Saat mengikuti lomba ini, dirinya merasa prihatin juga. “Mas, aku malu ke teman-teman atletik lainnya. Mereka selesai lomba, ramai-ramai belanja beli peralatan olahraga, baju olahraga, sepatu dan lainnya. Aku hanya bisa beli satu stel baju olahraga reebok itu aja,” jelasnya sambil tersenyum pahit.
Tercepat
Waktupun berlalu. Agung telah menjadi atlet nasional. Awalnya ia hanya diproyeksikan sebagai pelari estafet saa tapi nasib berkata lain. Ia pun mendapat latihan intensif sebagai pelari khusus 100 meter, 200 meter dan estafet.
Kerja keras, disiplin dan berdoa kepada Tuhan adalah moto hidup Agung. Ia pun berusaha mempertahankan itu seumur hidupnya. “Mas, ini kalau bukan karena kehendak Tuhan. Tidak mungkin aku bisa meraih prestasi ini,” jelas Agung.
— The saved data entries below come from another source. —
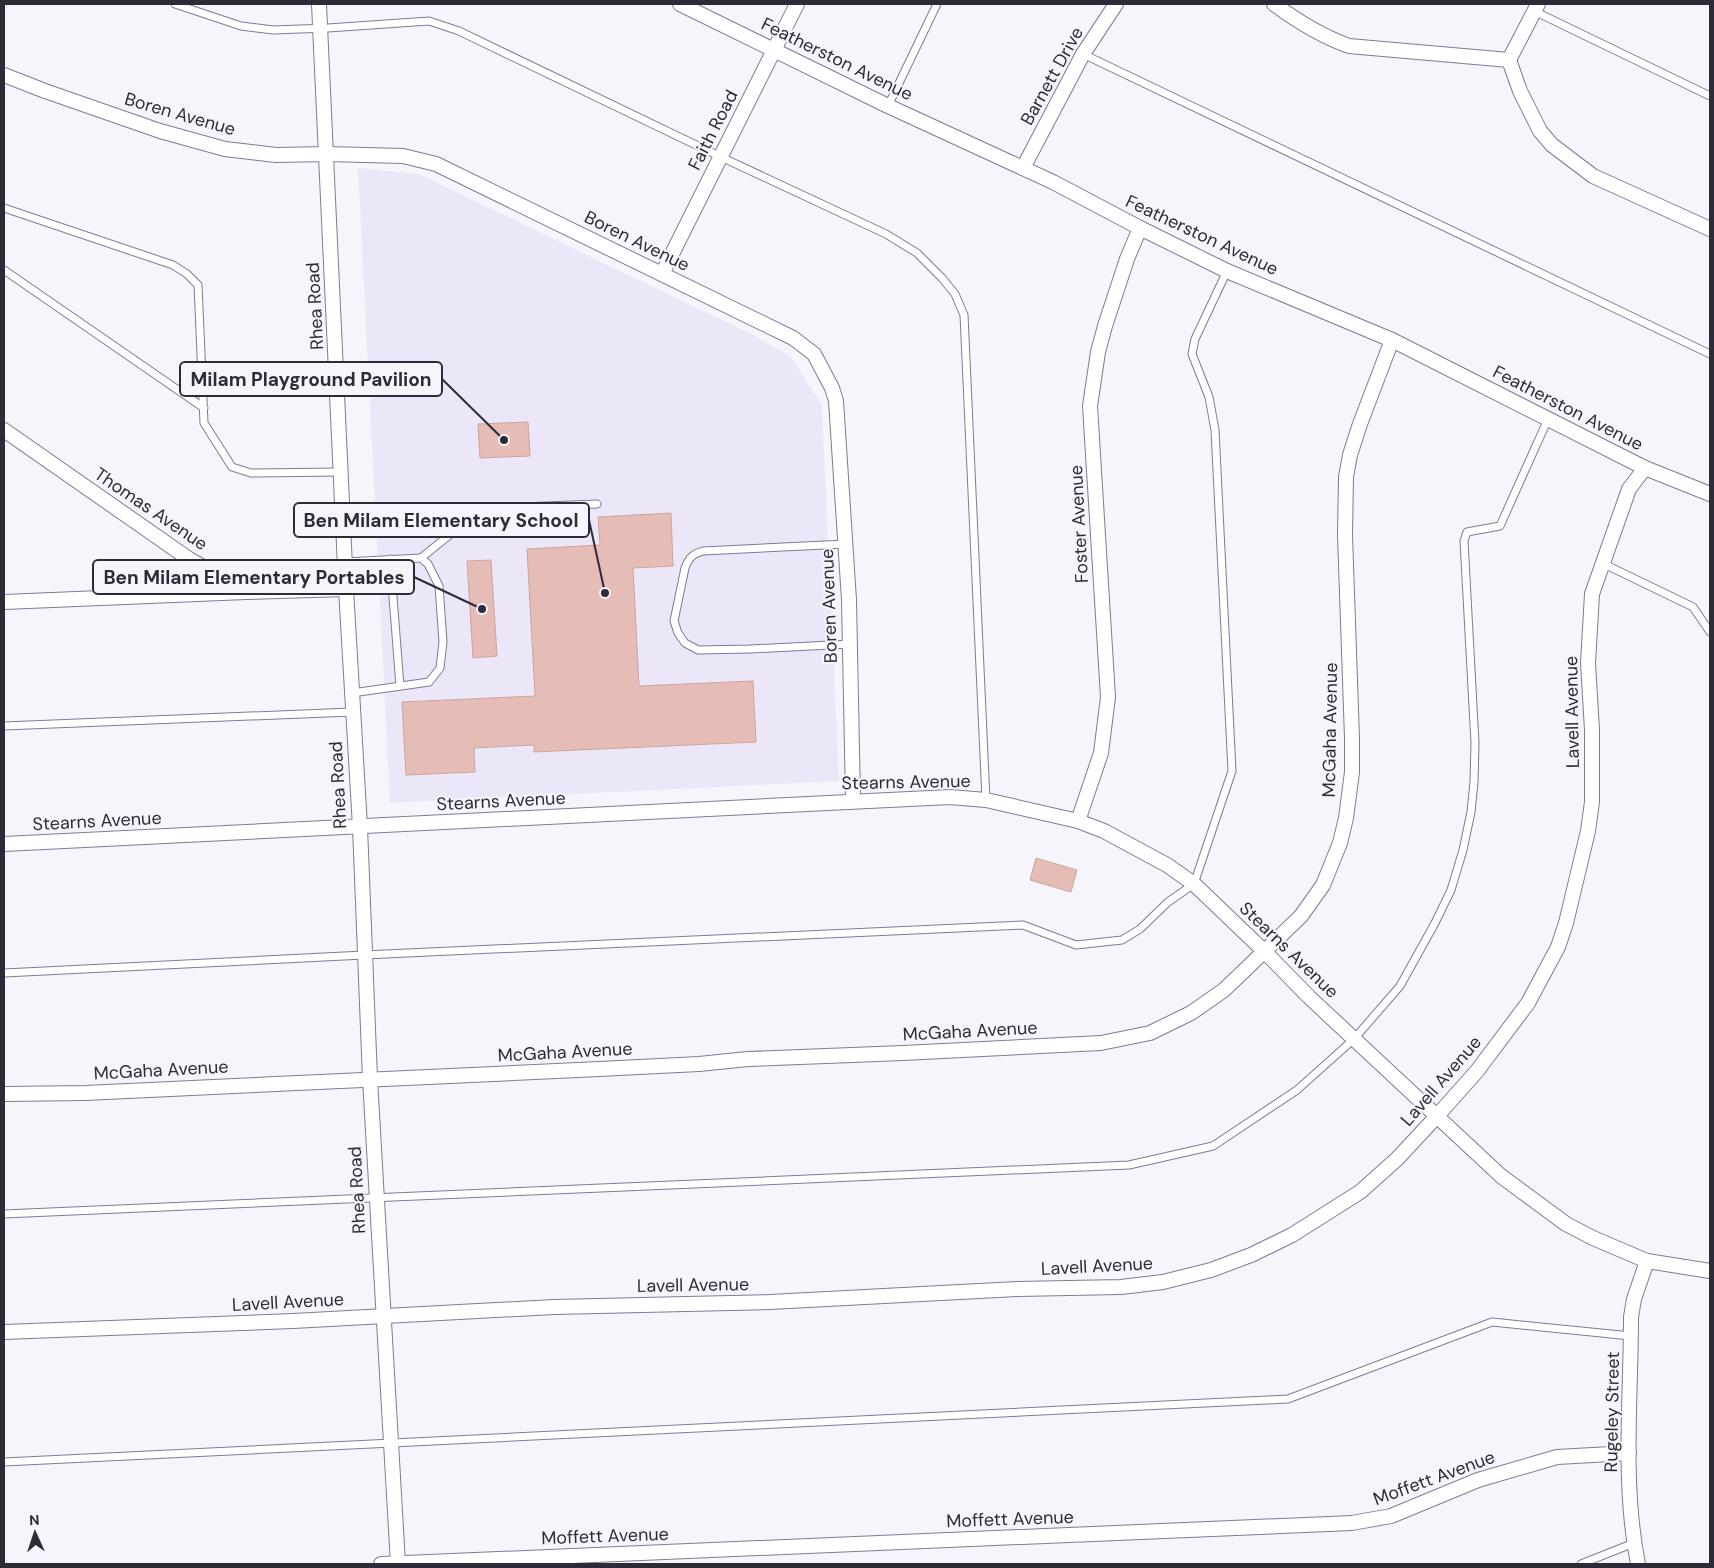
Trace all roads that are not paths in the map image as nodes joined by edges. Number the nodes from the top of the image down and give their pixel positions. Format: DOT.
graph roads {
  1 [pos="175,4"];
  2 [pos="319,4"];
  3 [pos="680,4"];
  4 [pos="797,4"];
  5 [pos="938,4"];
  6 [pos="1116,4"];
  7 [pos="1274,4"];
  8 [pos="1536,8"];
  9 [pos="321,28"];
  10 [pos="775,50"];
  11 [pos="1082,54"];
  12 [pos="1509,60"];
  13 [pos="4,75"];
  14 [pos="1710,96"];
  15 [pos="888,106"];
  16 [pos="327,154"];
  17 [pos="721,158"];
  18 [pos="1023,168"];
  19 [pos="4,208"];
  20 [pos="1140,228"];
  21 [pos="1710,229"];
  22 [pos="4,270"];
  23 [pos="1227,271"];
  24 [pos="662,274"];
  25 [pos="1392,340"];
  26 [pos="1710,354"];
  27 [pos="204,408"];
  28 [pos="1548,419"];
  29 [pos="4,430"];
  30 [pos="1645,468"];
  31 [pos="341,472"];
  32 [pos="1710,494"];
  33 [pos="597,504"];
  34 [pos="846,544"];
  35 [pos="421,558"];
  36 [pos="390,559"];
  37 [pos="345,562"];
  38 [pos="1602,564"];
  39 [pos="346,589"];
  40 [pos="247,592"];
  41 [pos="4,602"];
  42 [pos="1710,632"];
  43 [pos="850,644"];
  44 [pos="400,686"];
  45 [pos="351,693"];
  46 [pos="352,712"];
  47 [pos="4,726"];
  48 [pos="853,800"];
  49 [pos="986,800"];
  50 [pos="1078,821"];
  51 [pos="360,827"];
  52 [pos="4,844"];
  53 [pos="1194,884"];
  54 [pos="1265,952"];
  55 [pos="364,954"];
  56 [pos="4,973"];
  57 [pos="1354,1039"];
  58 [pos="370,1079"];
  59 [pos="4,1094"];
  60 [pos="1437,1116"];
  61 [pos="376,1198"];
  62 [pos="4,1214"];
  63 [pos="1647,1261"];
  64 [pos="1710,1271"];
  65 [pos="383,1315"];
  66 [pos="4,1332"];
  67 [pos="1631,1336"];
  68 [pos="390,1442"];
  69 [pos="1629,1453"];
  70 [pos="4,1462"];
  71 [pos="1634,1543"];
  72 [pos="381,1564"];
  73 [pos="398,1564"];
  74 [pos="1581,1564"];
  75 [pos="1638,1564"];
  1 -- 9 [label="lane"];
  2 -- 9 [label="street, Rhea Road"];
  3 -- 10 [label="street, Featherston Avenue"];
  4 -- 10 [label="street, Faith Road"];
  5 -- 15 [label="lane"];
  6 -- 11 [label="street, Barnett Drive"];
  7 -- 12 [label="street"];
  8 -- 12 [label="street"];
  8 -- 14 [label="lane"];
  9 -- 16 [label="street, Rhea Road"];
  9 -- 17 [label="lane"];
  10 -- 15 [label="street, Featherston Avenue"];
  10 -- 17 [label="street, Faith Road"];
  11 -- 18 [label="street, Barnett Drive"];
  11 -- 26 [label="lane"];
  12 -- 21 [label="street"];
  13 -- 16 [label="street, Boren Avenue"];
  15 -- 18 [label="street, Featherston Avenue"];
  16 -- 24 [label="street, Boren Avenue"];
  16 -- 31 [label="street, Rhea Road"];
  17 -- 24 [label="street, Faith Road"];
  17 -- 49 [label="lane"];
  18 -- 20 [label="street, Featherston Avenue"];
  19 -- 27 [label="lane"];
  20 -- 23 [label="street, Featherston Avenue"];
  20 -- 50 [label="street, Foster Avenue"];
  22 -- 27 [label="lane"];
  23 -- 25 [label="street, Featherston Avenue"];
  23 -- 53 [label="lane"];
  24 -- 34 [label="street, Boren Avenue"];
  25 -- 28 [label="street, Featherston Avenue"];
  25 -- 54 [label="street, McGaha Avenue"];
  27 -- 31 [label="lane"];
  28 -- 30 [label="street, Featherston Avenue"];
  28 -- 57 [label="lane"];
  29 -- 40 [label="street, Thomas Avenue"];
  30 -- 32 [label="street, Featherston Avenue"];
  30 -- 38 [label="street, Lavell Avenue"];
  31 -- 37 [label="street, Rhea Road"];
  33 -- 35 [label="lane"];
  34 -- 43 [label="street, Boren Avenue"];
  34 -- 43 [label="lane"];
  35 -- 36 [label="lane"];
  35 -- 44 [label="lane"];
  36 -- 37 [label="lane"];
  36 -- 44 [label="lane"];
  37 -- 39 [label="street, Rhea Road"];
  38 -- 42 [label="lane"];
  38 -- 60 [label="street, Lavell Avenue"];
  39 -- 40 [label="street"];
  39 -- 45 [label="street, Rhea Road"];
  40 -- 41 [label="street"];
  43 -- 48 [label="street, Boren Avenue"];
  44 -- 45 [label="lane"];
  45 -- 46 [label="street, Rhea Road"];
  46 -- 47 [label="lane"];
  46 -- 51 [label="street, Rhea Road"];
  48 -- 49 [label="street, Stearns Avenue"];
  48 -- 51 [label="street, Stearns Avenue"];
  49 -- 50 [label="street, Stearns Avenue"];
  50 -- 53 [label="street, Stearns Avenue"];
  51 -- 52 [label="street, Stearns Avenue"];
  51 -- 55 [label="street, Rhea Road"];
  53 -- 54 [label="street, Stearns Avenue"];
  53 -- 55 [label="lane"];
  54 -- 57 [label="street, Stearns Avenue"];
  54 -- 58 [label="street, McGaha Avenue"];
  55 -- 56 [label="lane"];
  55 -- 58 [label="street, Rhea Road"];
  57 -- 60 [label="street, Stearns Avenue"];
  57 -- 61 [label="lane"];
  58 -- 59 [label="street, McGaha Avenue"];
  58 -- 61 [label="street, Rhea Road"];
  60 -- 63 [label="street, Stearns Avenue"];
  60 -- 65 [label="street, Lavell Avenue"];
  61 -- 62 [label="lane"];
  61 -- 65 [label="street, Rhea Road"];
  63 -- 64 [label="street, Stearns Avenue"];
  63 -- 67 [label="street, Rugeley Street"];
  65 -- 66 [label="street, Lavell Avenue"];
  65 -- 68 [label="street, Rhea Road"];
  67 -- 68 [label="lane"];
  67 -- 69 [label="street, Rugeley Street"];
  68 -- 70 [label="lane"];
  68 -- 73 [label="street, Rhea Road"];
  69 -- 71 [label="street, Rugeley Street"];
  69 -- 73 [label="street, Moffett Avenue"];
  71 -- 74 [label="lane"];
  71 -- 75 [label="street, Rugeley Street"];
  72 -- 73 [label="street, Moffett Avenue"];
}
Ketika dirinya berhasil memecahkan rekor Sea Games dengan waktu 10,25 detik. Ia mempersembahkan medali emas ini untuk istrinya, Astatik, dihari yang sama sedang melangsungkan wisuda sarjana. “Aku tidak bisa menghadiri wisudanya tapi aku mempersembahkan medali untuknya,” jelasnya.
Sebenarnya untuk lari 200 meter bukan proyeksi saya. Kebetulan kedua pelatih saya menyarankan untuk ikut saja. Lepas saja larinya karena memang tidak ada target dari KONI. “Akupun mengiyakan saja. Toh lari hanya sehari saja capainya,” jelasnya.
Eh. La..da...lah. Kok dapet medali emas juga. Agung melakukan selebrasi dengan mengenyot jempolnya ke dalam mulut. Emas ini dipersembahkan untuk anaknya, Salwa yang baru berusia 8 bulan saat itu.
Motor
Beberapa jam ngobrol dengan Agung membuat saya agak mengenal dirinya tapi saya terkejut ketika mengetahui Agung dari rumah di Cilandak Barat ke Lapangan Madya Senayan untuk latihan naik sepeda motor.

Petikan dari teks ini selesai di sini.